Problem statement
Whenever a line below mentions the word "paths", that line should be copied.

____________

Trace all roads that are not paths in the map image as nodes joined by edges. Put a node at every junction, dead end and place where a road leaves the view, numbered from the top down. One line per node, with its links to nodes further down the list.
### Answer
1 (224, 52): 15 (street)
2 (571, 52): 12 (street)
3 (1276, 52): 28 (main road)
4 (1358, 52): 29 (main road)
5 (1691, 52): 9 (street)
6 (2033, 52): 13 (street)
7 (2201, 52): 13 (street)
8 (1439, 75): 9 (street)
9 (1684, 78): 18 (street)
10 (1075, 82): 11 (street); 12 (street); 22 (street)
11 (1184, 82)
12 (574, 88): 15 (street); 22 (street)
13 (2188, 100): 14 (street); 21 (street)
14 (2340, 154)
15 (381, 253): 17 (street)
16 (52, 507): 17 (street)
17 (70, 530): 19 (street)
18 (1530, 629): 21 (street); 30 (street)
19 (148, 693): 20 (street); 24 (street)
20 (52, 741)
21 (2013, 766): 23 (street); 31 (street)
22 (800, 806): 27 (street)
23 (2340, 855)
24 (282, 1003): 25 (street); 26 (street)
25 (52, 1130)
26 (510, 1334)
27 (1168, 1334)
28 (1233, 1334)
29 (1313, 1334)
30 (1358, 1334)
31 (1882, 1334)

____________

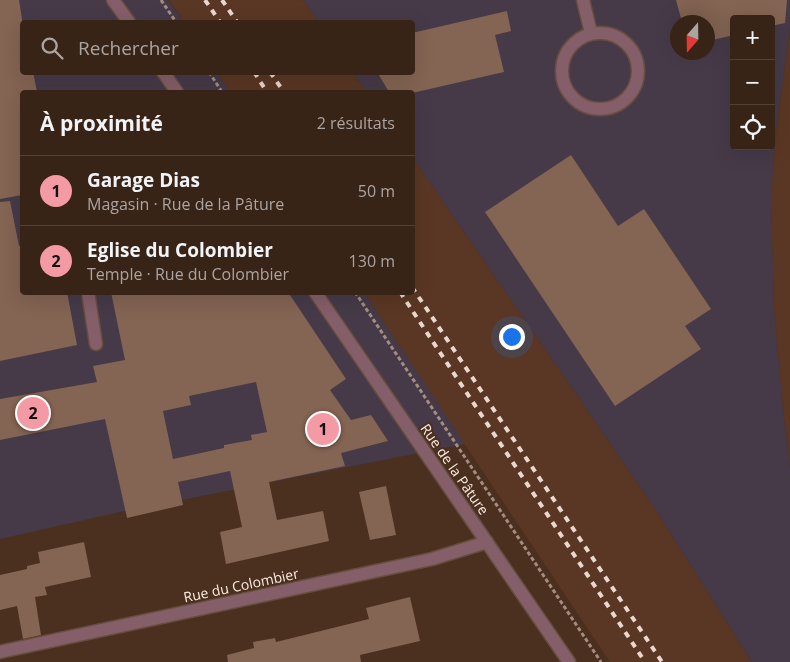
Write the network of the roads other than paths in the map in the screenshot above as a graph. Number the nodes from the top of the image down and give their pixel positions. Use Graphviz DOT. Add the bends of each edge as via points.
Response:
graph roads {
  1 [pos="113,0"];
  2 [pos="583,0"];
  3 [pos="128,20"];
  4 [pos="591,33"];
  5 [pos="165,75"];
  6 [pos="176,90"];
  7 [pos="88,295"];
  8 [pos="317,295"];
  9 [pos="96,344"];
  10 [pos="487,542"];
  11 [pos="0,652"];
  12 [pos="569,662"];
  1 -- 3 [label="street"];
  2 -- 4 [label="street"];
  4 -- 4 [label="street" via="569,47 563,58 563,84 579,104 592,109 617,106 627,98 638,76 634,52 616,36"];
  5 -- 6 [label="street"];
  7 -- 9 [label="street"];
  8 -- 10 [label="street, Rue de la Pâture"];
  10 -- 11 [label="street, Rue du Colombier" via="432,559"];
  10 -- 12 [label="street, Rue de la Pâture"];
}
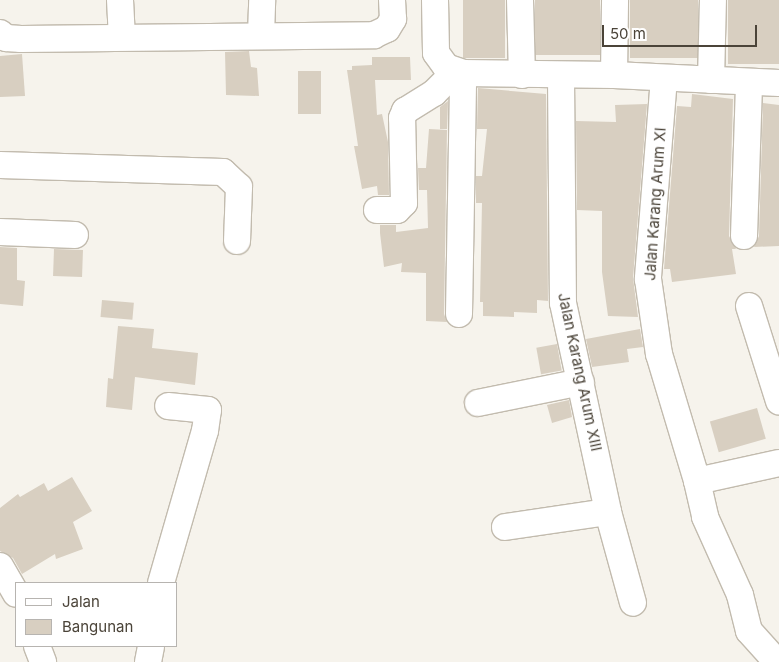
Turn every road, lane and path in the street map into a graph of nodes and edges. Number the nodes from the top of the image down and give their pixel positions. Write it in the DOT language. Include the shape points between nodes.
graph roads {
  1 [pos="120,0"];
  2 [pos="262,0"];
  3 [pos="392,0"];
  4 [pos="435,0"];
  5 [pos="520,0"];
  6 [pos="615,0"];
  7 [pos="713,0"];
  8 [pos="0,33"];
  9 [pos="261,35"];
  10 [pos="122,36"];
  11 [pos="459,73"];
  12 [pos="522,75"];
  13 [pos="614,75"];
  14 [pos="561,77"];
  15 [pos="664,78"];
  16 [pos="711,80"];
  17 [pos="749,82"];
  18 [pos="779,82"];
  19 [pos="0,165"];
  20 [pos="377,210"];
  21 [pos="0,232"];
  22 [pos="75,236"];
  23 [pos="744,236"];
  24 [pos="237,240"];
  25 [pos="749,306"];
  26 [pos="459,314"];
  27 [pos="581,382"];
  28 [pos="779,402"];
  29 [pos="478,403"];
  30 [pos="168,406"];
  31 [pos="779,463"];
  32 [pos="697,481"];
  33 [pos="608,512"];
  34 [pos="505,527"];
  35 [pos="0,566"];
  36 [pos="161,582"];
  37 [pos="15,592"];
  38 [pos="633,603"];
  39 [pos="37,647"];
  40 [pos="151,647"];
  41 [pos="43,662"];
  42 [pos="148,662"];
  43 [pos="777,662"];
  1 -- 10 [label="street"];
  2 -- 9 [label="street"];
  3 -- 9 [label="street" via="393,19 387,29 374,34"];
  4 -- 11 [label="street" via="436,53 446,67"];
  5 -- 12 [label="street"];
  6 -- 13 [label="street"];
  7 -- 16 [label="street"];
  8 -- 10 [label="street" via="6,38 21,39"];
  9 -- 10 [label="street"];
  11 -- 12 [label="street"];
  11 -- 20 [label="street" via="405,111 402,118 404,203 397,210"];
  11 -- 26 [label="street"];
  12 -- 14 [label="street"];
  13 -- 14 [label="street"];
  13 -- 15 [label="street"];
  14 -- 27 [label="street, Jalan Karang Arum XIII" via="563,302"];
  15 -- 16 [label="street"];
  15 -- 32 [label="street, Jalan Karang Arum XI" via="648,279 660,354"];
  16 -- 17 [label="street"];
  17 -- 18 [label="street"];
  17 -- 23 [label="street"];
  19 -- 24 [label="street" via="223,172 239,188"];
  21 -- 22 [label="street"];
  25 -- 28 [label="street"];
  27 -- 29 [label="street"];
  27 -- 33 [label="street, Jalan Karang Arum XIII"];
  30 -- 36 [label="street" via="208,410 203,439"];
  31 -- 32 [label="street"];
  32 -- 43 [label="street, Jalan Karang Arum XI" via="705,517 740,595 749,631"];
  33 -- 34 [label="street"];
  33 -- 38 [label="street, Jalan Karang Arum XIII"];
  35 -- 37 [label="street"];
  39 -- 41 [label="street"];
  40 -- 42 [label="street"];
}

____________

Expected answer
Trace all roads that are not paths in the map image as nodes joined by edges. Put a node at every junction, dead end and place where a road leaves the view, numbered from the top down. One line per node, with its links to nodes further down the list.
Write the network of the roads other than paths in the map in the screenshot above as a graph. Number the nodes from the top of the image down and give their pixel positions. Use Graphviz DOT. Add the bends of each edge as via points.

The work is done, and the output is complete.